Marginal plots with ggside
A marginal plot is a combination of a bivariate plot (typically a scatter plot) and one/two univariate plots (density, boxplot, dotplot, …). It is an interesting plot since you can inspect both the relationship between two variables and the distribution of each variable.
Even if there are several options to obtain a marginal plot, here I exploit ggside
, an useful extension for ggplot2
.
Note: ggside
can be used also for adding univariate plot(s) to a generic ggplot
.
Install and load ggside
ggside
can be installed from CRAN (latest stable version) or from github (development version):
# install the CRAN version
utils::install.packages("ggside")
# install the latest development version (from Github)
devtools::install_github("jtlandis/ggside")
library(ggplot2)
library(ggside)
## Registered S3 method overwritten by 'ggside':
## method from
## +.gg ggplot2
The message prompts that ggside
overwrites the +.gg
method of ggplot2
, adding functionalities for plotting on the two margins of a ggplot2
object.
Detailed information on ggside
are available on the official github repository and on the CRAN package webpage.
The penguins dataset
I exploit below the penguins
dataset available in the palmerpenguins
package.
install.packages("palmerpenguins")
penguins
is a tibble with 344 rows and 8 variables, containing measurements for penguin species, island in Palmer Archipelago, size (flipper length, body mass, bill dimensions), and sex. You can read more information on the dataset inspecting the related help page:
library(palmerpenguins)
help("penguins")
Marginal plot
Here is a classical scatterplot using bill_length_mm
(bill length, millimeters) on the horizontal axis and body_mass_g
(body mass in grams) on the vertical axis, enriching the plot using the color information for the species
:
ggplot(data = penguins,
aes(x = bill_length_mm, y = body_mass_g)) +
geom_point(aes(col = species))
You can add a marginal plot for the x
(y
) variable exploiting the set of geom_xside*
(geom_yside*
) functions. The available functions, listed in the following table, inherit from the original ggplot2
functions, differing only in the position of the final plot:
functions | graphical representation |
---|---|
geom_xsidebar geom_ysidebar |
barplot |
geom_xsideboxplot geom_ysideboxplot |
boxplot |
geom_xsidedensity geom_ysidedensity |
density plot |
geom_xsidefreqpoly geom_ysidefreqpoly |
frequency polygon |
geom_xsidehistogram geom_ysidehistogram |
histogram |
geom_xsideline geom_ysideline |
line plot |
geom_xsidepoint geom_ysidepoint |
dotplot |
geom_xsidesegment geom_ysidesegment |
dotplot |
geom_xsidetext geom_ysidetext |
text |
geom_xsidetile geom_ysidetile |
tile plot |
geom_xsideviolin geom_ysideviolin |
violin plot |
The choice of the plot to use on the margins depends on the type of data and on your taste.
Some examples
Two histograms can be added to the previous scatterplot exploiting the functions geom_xsidehistogram
and geom_ysidehistogram
(the bins argument is the same of geom_histogram
for setting the number of bins):
ggplot(data = penguins,
aes(x = bill_length_mm, y = body_mass_g)) +
geom_point() +
geom_xsidehistogram(bins = 15) +
geom_ysidehistogram(bins = 15)
It is clearly possible to add only one side plot using only one of the two functions above. Color can be used to enrich the plot representing information of another variable, using the same syntax of ggplot2
function:
ggplot(data = penguins,
aes(x = bill_length_mm, y = body_mass_g)) +
geom_point(aes(col = species)) +
geom_xsidehistogram(aes(fill = species), bins = 15) +
geom_ysidehistogram(aes(fill = species), bins = 15)
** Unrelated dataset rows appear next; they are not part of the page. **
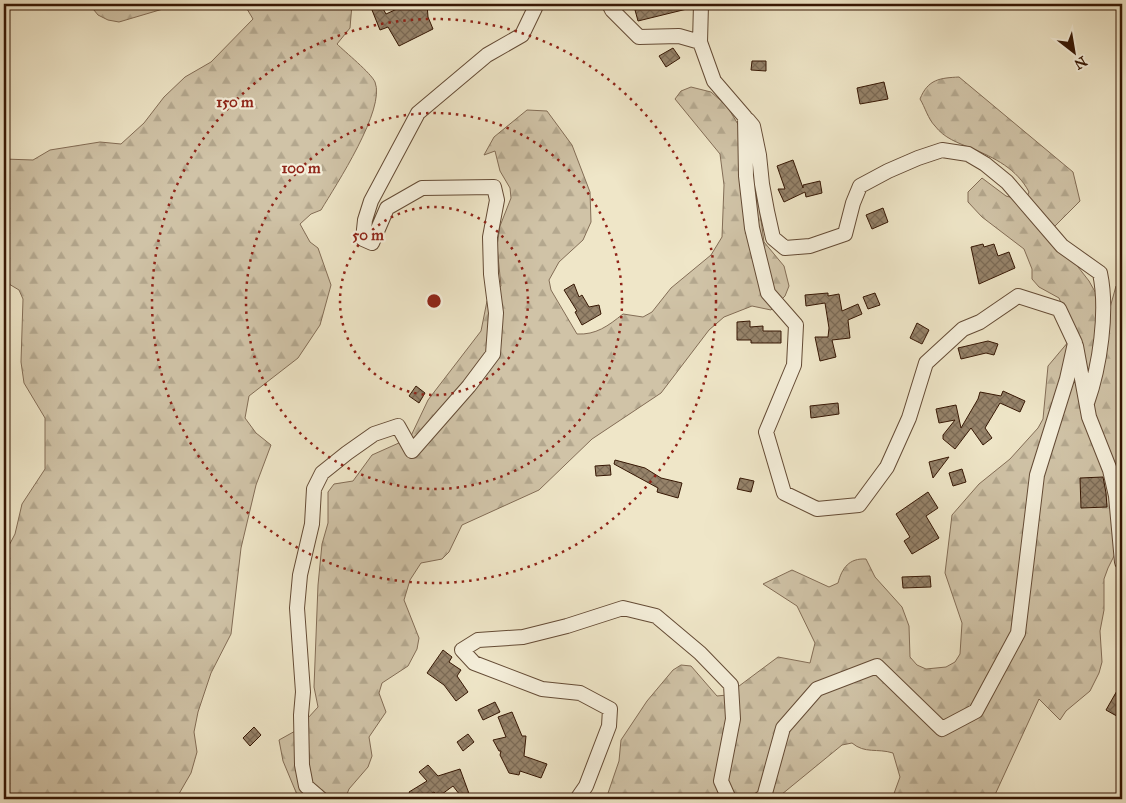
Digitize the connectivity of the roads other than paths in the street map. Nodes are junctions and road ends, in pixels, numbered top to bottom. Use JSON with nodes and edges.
{"nodes":[{"id":1,"x":534,"y":4,"type":"edge"},
{"id":2,"x":609,"y":4,"type":"edge"},
{"id":3,"x":701,"y":4,"type":"edge"},
{"id":4,"x":700,"y":42,"type":"junction"},
{"id":5,"x":745,"y":116,"type":"junction"},
{"id":6,"x":1075,"y":343,"type":"junction"},
{"id":7,"x":1087,"y":403,"type":"junction"},
{"id":8,"x":1122,"y":562,"type":"edge"},
{"id":9,"x":321,"y":799,"type":"edge"},
{"id":10,"x":577,"y":799,"type":"edge"},
{"id":11,"x":729,"y":799,"type":"edge"},
{"id":12,"x":760,"y":799,"type":"edge"}],
"edges":[{"from":1,"to":9,"type":"street"},
{"from":2,"to":4,"type":"street"},
{"from":3,"to":4,"type":"street"},
{"from":4,"to":5,"type":"street"},
{"from":5,"to":6,"type":"street"},
{"from":5,"to":7,"type":"street"},
{"from":6,"to":7,"type":"street"},
{"from":6,"to":12,"type":"street"},
{"from":7,"to":8,"type":"street"},
{"from":10,"to":11,"type":"street"}]}
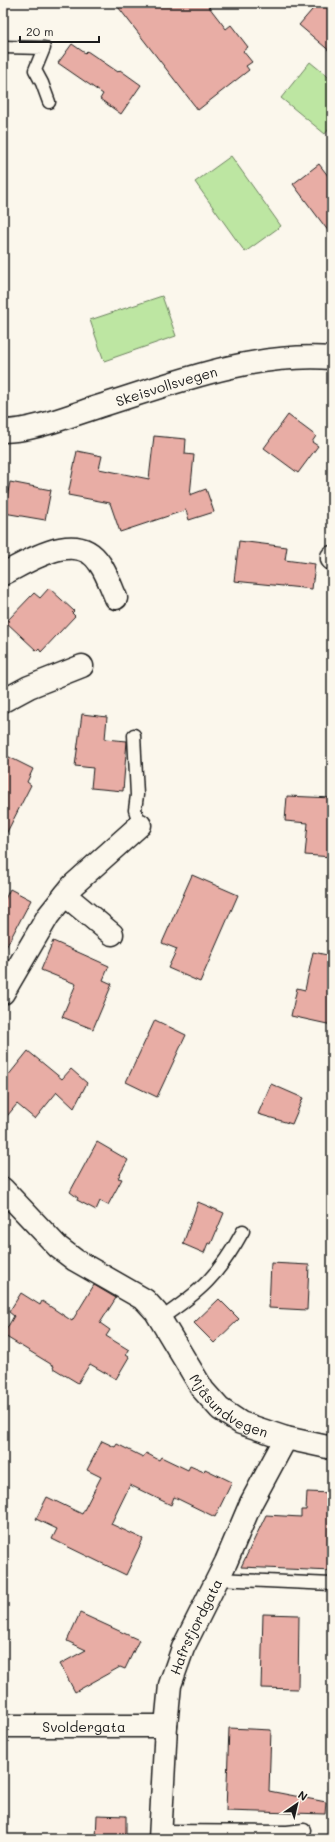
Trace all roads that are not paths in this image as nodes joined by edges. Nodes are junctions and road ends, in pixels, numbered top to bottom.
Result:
1 (3, 47) edge
2 (49, 102) dead end
3 (332, 358) edge
4 (3, 431) edge
5 (3, 574) edge
6 (116, 598) dead end
7 (82, 666) dead end
8 (3, 701) edge
9 (134, 735) dead end
10 (140, 825) joint
11 (65, 895) junction
12 (112, 934) dead end
13 (3, 993) edge
14 (3, 1189) edge
15 (243, 1231) dead end
16 (160, 1319) junction
17 (286, 1438) junction
18 (332, 1448) edge
19 (218, 1579) junction
20 (332, 1584) edge
21 (3, 1726) edge
22 (166, 1726) junction
23 (304, 1830) dead end
24 (161, 1835) edge

1 - 2 lane
3 - 4 street, Skeisvollsvegen
5 - 6 street
7 - 8 street
9 - 10 lane
10 - 11 street
11 - 12 street
11 - 13 street
14 - 16 street, Mjåsundvegen
15 - 16 lane
16 - 17 street, Mjåsundvegen
17 - 18 street, Mjåsundvegen
17 - 19 street, Hafrsfjordgata
19 - 20 lane
19 - 22 street, Hafrsfjordgata
21 - 22 street, Svoldergata
22 - 24 street, Hafrsfjordgata
23 - 24 lane, Hafrsfjordgata

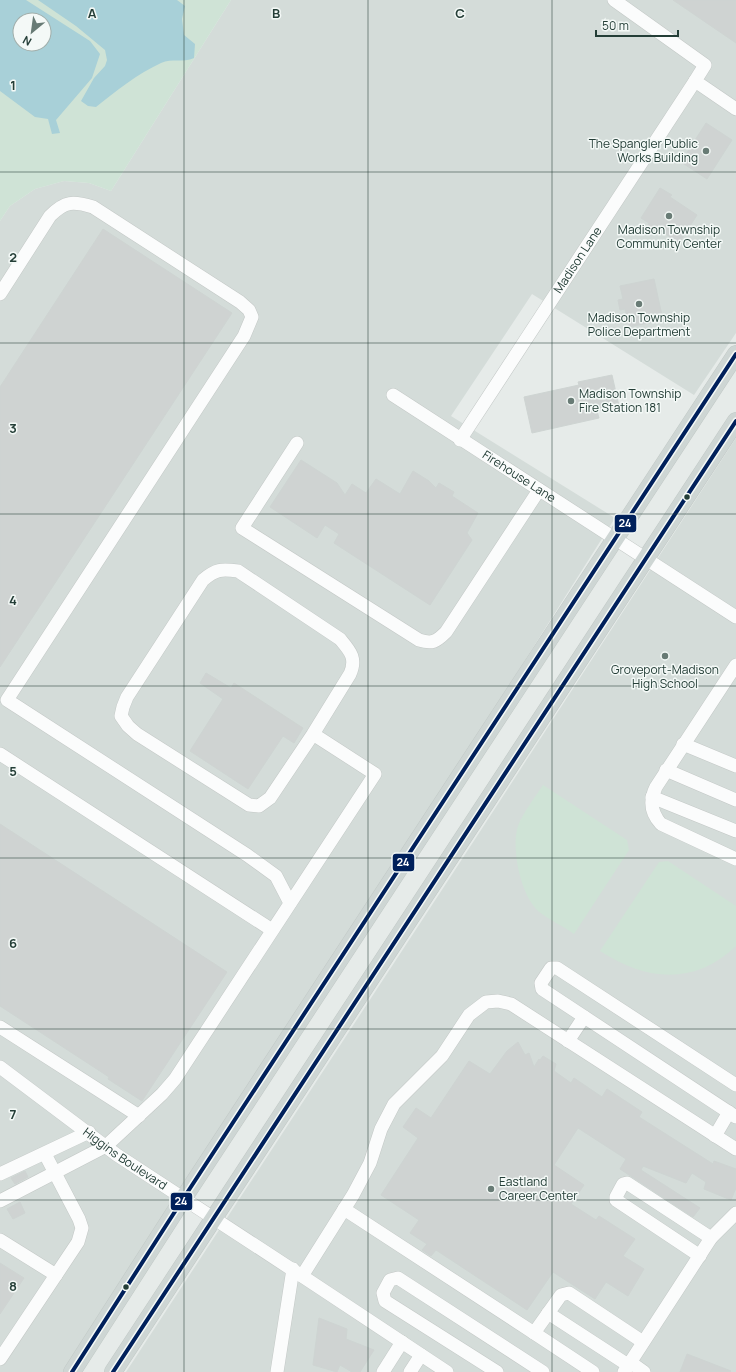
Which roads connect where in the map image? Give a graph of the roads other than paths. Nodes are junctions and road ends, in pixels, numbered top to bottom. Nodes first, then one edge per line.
1 (614, 0) edge
2 (695, 81) junction
3 (736, 109) edge
4 (0, 294) edge
5 (736, 354) edge
6 (393, 395) dead end
7 (736, 420) edge
8 (460, 440) junction
9 (297, 443) dead end
10 (539, 490) junction
11 (616, 540) junction
12 (645, 559) junction
13 (736, 617) edge
14 (736, 665) edge
15 (3, 698) edge
16 (313, 734) junction
17 (683, 744) junction
18 (0, 754) edge
19 (736, 766) edge
20 (666, 770) junction
21 (652, 797) junction
22 (736, 800) edge
23 (736, 831) edge
24 (736, 859) edge
25 (290, 903) junction
26 (272, 930) junction
27 (584, 1017) junction
28 (0, 1027) edge
29 (568, 1041) junction
30 (0, 1067) edge
31 (736, 1085) edge
32 (732, 1114) edge
33 (138, 1116) junction
34 (88, 1132) junction
35 (715, 1136) junction
36 (106, 1146) junction
37 (736, 1149) edge
38 (45, 1154) junction
39 (55, 1172) junction
40 (0, 1174) edge
41 (183, 1199) junction
42 (0, 1201) edge
43 (344, 1209) junction
44 (736, 1213) edge
45 (214, 1219) junction
46 (711, 1238) junction
47 (0, 1240) edge
48 (700, 1256) junction
49 (297, 1273) junction
50 (56, 1275) junction
51 (548, 1313) junction
52 (534, 1333) junction
53 (402, 1342) junction
54 (643, 1342) junction
55 (421, 1355) junction
56 (0, 1359) edge
57 (627, 1366) edge
58 (445, 1371) edge
59 (72, 1372) edge
60 (113, 1372) edge
61 (277, 1372) edge
62 (383, 1372) edge
63 (410, 1372) edge
64 (496, 1372) edge
65 (543, 1372) edge
66 (593, 1372) edge
67 (644, 1372) edge

1 - 2 street, Madison Lane
2 - 3 street
2 - 8 street, Madison Lane
4 - 15 street
5 - 11 main road
6 - 8 street, Firehouse Lane
7 - 12 main road
8 - 10 street, Firehouse Lane
9 - 10 street
10 - 11 street, Firehouse Lane
11 - 12 street, Firehouse Lane
11 - 41 main road
12 - 13 street, Firehouse Lane
12 - 45 main road
14 - 17 street
15 - 25 street
16 - 16 street
16 - 25 street
17 - 19 street
17 - 20 street
18 - 26 street
20 - 21 street
20 - 22 street
21 - 23 street
21 - 24 street
25 - 26 street
26 - 33 street
27 - 29 street
27 - 31 street
27 - 32 street
28 - 33 street
29 - 35 street
29 - 43 street
30 - 34 street, Higgins Boulevard
32 - 35 street
33 - 36 street
34 - 36 street, Higgins Boulevard
34 - 38 street
35 - 37 street
36 - 39 street
36 - 41 street, Higgins Boulevard
38 - 39 street
38 - 40 street
39 - 42 street
39 - 50 street
41 - 45 street, Higgins Boulevard
41 - 59 main road
43 - 49 street
43 - 52 street
44 - 46 street
45 - 49 street, Higgins Boulevard
45 - 60 main road
46 - 48 street
46 - 48 street
47 - 50 street
48 - 54 street
49 - 53 street, Higgins Boulevard
49 - 61 street
50 - 56 street
51 - 52 street
51 - 54 street
51 - 57 street
52 - 66 street
53 - 55 street, Higgins Boulevard
53 - 62 street
54 - 57 street
55 - 58 street, Higgins Boulevard
55 - 63 street
57 - 67 street
64 - 65 street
Densities are useful alternative to histograms, the alpha
argument is here used to change the transparency of the geometrical objects:
ggplot(data = penguins,
aes(x = bill_length_mm, y = body_mass_g)) +
geom_point(aes(col = species)) +
geom_xsidedensity(aes(fill = species), alpha = 0.5) +
geom_ysidedensity(aes(fill = species), alpha = 0.5)
Stacked densities can be obtained setting the classical position
argument to stack
:
ggplot(data = penguins,
aes(x = bill_length_mm, y = body_mass_g)) +
geom_point(aes(col = species)) +
geom_xsidedensity(aes(fill = species), alpha = 0.5, position = "stack") +
geom_ysidedensity(aes(fill = species), alpha = 0.5, position = "stack")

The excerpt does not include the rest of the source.